GP = Games played, W = Win, OTW = Overtime win, OTL = Overtime loss, L = Loss

 = Qualified for playoffs = Season ended

== Player Awards ==

| Category | Name | Team | Record |
|---|---|---|---|
| Most points | Martin Jiranek | Nürnberg Ice Tigers | 69 Points |
| Most goals | Jan Alston | Adler Mannheim | 33 Goals |
| Most assists | John Chabot | Frankfurt Lions | 52 Assists |
| Best goalie | Petr Bříza | EV Landshut | 2.51 Goals-Against-Average |
| Best defender | Chris Snell | Frankfurt Lions | 51 Points |

== Playoff ==
The playoffs were played in a best-of-five mode.

=== Quarterfinals ===
The quarterfinals were played starting March 12, 1999.

|  |  |  | Game | 1 | 2 | 3 | 4 | 5 |
|---|---|---|---|---|---|---|---|---|
| Nürnberg Ice Tigers | – | Augsburger Panther | 3:2 | 5:4 | 5:6 OT | 5:1 | 1:2 OT | 2:1 |
| Eisbären Berlin | – | Krefeld Pinguine | 3:1 | 3:2 | 2:4 | 5:4 OT | 6:5 OT | – |
| Adler Mannheim | – | EV Landshut | 3:0 | 2:0 | 5:3 | 5:2 | – | – |
| Frankfurt Lions | – | Kölner Haie | 3:2 | 5:4 | 1:2 | 5:2 | 2:3 OT | 4:3 OT |

OT = Overtime; SO = Shootout

=== Semifinals ===
The semifinals were played starting March 26, 1999. The regular season best placed team left played against the worst, and the second best vs. third best.

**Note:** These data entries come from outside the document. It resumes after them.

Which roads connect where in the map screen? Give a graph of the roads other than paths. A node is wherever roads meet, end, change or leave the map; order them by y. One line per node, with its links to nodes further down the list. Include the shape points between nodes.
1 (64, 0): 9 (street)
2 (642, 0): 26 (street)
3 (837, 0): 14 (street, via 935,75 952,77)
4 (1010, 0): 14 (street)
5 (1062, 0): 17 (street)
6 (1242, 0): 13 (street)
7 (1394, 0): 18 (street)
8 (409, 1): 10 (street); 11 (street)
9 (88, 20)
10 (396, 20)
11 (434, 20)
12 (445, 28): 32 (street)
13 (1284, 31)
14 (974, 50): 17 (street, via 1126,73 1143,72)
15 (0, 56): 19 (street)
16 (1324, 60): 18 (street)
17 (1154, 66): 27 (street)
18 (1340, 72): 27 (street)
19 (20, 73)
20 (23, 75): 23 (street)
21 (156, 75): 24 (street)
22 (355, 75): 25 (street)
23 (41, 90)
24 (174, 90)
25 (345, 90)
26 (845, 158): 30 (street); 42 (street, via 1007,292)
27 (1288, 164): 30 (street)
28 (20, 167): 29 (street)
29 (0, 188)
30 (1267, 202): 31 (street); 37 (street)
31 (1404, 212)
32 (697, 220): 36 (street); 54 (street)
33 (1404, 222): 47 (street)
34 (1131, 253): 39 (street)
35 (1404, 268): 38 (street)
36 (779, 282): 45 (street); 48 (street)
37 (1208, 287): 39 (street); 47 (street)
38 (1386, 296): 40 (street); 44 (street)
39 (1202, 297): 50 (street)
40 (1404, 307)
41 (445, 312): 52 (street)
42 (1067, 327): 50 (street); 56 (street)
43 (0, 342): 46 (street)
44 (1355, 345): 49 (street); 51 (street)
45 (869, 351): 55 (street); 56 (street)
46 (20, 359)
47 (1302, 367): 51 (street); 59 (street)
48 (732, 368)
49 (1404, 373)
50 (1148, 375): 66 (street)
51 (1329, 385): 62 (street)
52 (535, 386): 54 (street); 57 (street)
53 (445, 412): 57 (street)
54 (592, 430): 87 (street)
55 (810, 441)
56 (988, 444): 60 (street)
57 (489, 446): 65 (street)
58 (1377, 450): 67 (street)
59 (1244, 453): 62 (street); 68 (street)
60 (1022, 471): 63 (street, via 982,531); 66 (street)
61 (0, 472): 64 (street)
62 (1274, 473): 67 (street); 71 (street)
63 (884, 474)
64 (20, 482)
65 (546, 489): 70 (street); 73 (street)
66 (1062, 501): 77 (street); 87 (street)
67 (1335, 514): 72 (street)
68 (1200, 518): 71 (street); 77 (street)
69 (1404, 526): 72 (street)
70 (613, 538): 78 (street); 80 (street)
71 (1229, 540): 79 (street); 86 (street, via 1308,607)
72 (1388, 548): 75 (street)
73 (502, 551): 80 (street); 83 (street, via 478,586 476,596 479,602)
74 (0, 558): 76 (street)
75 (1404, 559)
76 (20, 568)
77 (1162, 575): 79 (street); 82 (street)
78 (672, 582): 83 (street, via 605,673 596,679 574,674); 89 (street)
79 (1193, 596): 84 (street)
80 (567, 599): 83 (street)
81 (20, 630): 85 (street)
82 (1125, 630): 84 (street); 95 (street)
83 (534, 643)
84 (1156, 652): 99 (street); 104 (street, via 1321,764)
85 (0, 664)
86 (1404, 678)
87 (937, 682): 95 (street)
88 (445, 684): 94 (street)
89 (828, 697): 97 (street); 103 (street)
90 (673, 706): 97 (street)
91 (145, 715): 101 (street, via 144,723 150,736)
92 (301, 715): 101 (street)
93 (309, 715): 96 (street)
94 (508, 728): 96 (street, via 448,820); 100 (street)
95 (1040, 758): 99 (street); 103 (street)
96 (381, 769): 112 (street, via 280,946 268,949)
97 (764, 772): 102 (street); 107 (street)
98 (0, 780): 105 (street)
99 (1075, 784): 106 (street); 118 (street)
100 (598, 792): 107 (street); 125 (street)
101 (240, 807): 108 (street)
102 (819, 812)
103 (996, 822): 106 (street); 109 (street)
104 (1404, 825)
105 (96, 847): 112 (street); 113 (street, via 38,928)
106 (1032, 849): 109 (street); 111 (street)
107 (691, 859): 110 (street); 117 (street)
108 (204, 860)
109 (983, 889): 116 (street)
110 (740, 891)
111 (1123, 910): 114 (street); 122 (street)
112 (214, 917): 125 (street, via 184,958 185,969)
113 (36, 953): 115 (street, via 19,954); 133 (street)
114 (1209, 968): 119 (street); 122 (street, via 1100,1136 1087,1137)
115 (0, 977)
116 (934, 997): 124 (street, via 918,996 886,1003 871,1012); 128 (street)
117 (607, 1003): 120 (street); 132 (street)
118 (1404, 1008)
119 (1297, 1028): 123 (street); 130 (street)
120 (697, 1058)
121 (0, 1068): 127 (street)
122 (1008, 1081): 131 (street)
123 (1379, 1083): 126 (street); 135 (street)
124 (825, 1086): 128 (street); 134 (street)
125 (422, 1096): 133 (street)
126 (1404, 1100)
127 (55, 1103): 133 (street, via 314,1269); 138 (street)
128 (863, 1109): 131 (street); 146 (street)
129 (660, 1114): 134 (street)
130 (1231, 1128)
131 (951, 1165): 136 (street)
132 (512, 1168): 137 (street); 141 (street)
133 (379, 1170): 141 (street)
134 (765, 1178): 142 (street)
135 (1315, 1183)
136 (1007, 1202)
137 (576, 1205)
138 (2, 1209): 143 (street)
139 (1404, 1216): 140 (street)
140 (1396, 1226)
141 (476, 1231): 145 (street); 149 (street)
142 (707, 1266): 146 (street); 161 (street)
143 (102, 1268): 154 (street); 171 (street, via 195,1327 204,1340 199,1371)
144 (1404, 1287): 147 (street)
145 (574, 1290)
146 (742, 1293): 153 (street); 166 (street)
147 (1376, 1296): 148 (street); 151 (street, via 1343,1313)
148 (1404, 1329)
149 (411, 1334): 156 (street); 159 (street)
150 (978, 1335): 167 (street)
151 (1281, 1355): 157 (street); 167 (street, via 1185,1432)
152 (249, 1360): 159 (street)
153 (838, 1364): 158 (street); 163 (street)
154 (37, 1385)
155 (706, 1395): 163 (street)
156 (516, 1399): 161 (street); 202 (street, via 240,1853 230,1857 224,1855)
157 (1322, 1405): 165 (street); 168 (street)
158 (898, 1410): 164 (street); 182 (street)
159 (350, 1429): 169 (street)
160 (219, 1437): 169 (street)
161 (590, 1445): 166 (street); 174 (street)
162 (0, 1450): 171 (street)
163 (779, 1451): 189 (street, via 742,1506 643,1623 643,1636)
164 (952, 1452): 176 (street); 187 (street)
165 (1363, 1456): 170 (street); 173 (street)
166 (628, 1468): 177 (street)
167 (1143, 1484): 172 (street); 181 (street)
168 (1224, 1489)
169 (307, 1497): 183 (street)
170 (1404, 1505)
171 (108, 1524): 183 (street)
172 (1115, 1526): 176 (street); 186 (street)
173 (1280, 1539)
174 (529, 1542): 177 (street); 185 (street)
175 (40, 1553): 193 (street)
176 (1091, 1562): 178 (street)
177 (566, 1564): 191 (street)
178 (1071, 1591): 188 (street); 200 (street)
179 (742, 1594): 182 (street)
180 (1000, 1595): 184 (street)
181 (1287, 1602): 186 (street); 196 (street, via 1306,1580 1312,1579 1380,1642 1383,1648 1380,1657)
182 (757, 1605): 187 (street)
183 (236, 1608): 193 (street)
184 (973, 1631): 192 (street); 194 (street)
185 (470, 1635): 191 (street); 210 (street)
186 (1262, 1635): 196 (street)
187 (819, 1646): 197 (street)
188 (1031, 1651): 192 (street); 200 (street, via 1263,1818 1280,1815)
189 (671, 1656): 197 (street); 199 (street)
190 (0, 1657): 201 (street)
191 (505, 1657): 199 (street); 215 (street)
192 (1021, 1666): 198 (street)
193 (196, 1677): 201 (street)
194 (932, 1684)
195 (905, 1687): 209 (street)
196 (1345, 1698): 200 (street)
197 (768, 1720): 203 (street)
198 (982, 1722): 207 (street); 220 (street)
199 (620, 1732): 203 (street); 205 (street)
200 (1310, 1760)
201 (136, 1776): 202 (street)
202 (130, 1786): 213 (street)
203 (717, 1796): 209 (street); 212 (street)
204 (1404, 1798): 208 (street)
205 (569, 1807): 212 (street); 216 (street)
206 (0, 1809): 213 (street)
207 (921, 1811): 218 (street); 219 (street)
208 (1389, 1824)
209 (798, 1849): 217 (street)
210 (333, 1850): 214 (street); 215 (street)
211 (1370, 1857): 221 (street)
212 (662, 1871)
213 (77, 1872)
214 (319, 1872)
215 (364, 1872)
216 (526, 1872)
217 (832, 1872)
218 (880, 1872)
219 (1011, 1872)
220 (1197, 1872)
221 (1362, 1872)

|  |  |  | Game | 1 | 2 | 3 | 4 | 5 |
|---|---|---|---|---|---|---|---|---|
| Nürnberg Ice Tigers | – | Frankfurt Lions | 3:0 | 5:1 | 3:2 | 2:1 | – | – |
| Eisbären Berlin | – | Adler Mannheim | 1:3 | 2:4 | 0:6 | 2:1 OT | 3:9 | – |

OT = Overtime; SO = Shootout

=== Finals ===
The finals were played starting April 18 with the Nürnberg Ice Tigers playing home first, due to better regular season placement.

|  |  |  | Game | 1 | 2 | 3 | 4 | 5 |
|---|---|---|---|---|---|---|---|---|
| Nürnberg Ice Tigers | – | Adler Mannheim | 2:3 | 2:1 OT | 1:5 | 3:2 | 3:4 | 2:3 |

OT = Overtime; SO = Shootout

With the last game, Adler Mannheim continued their dominance in German ice-hockey and became the DEL Champion for the third time in row, winning a German title for the fourth time in their history.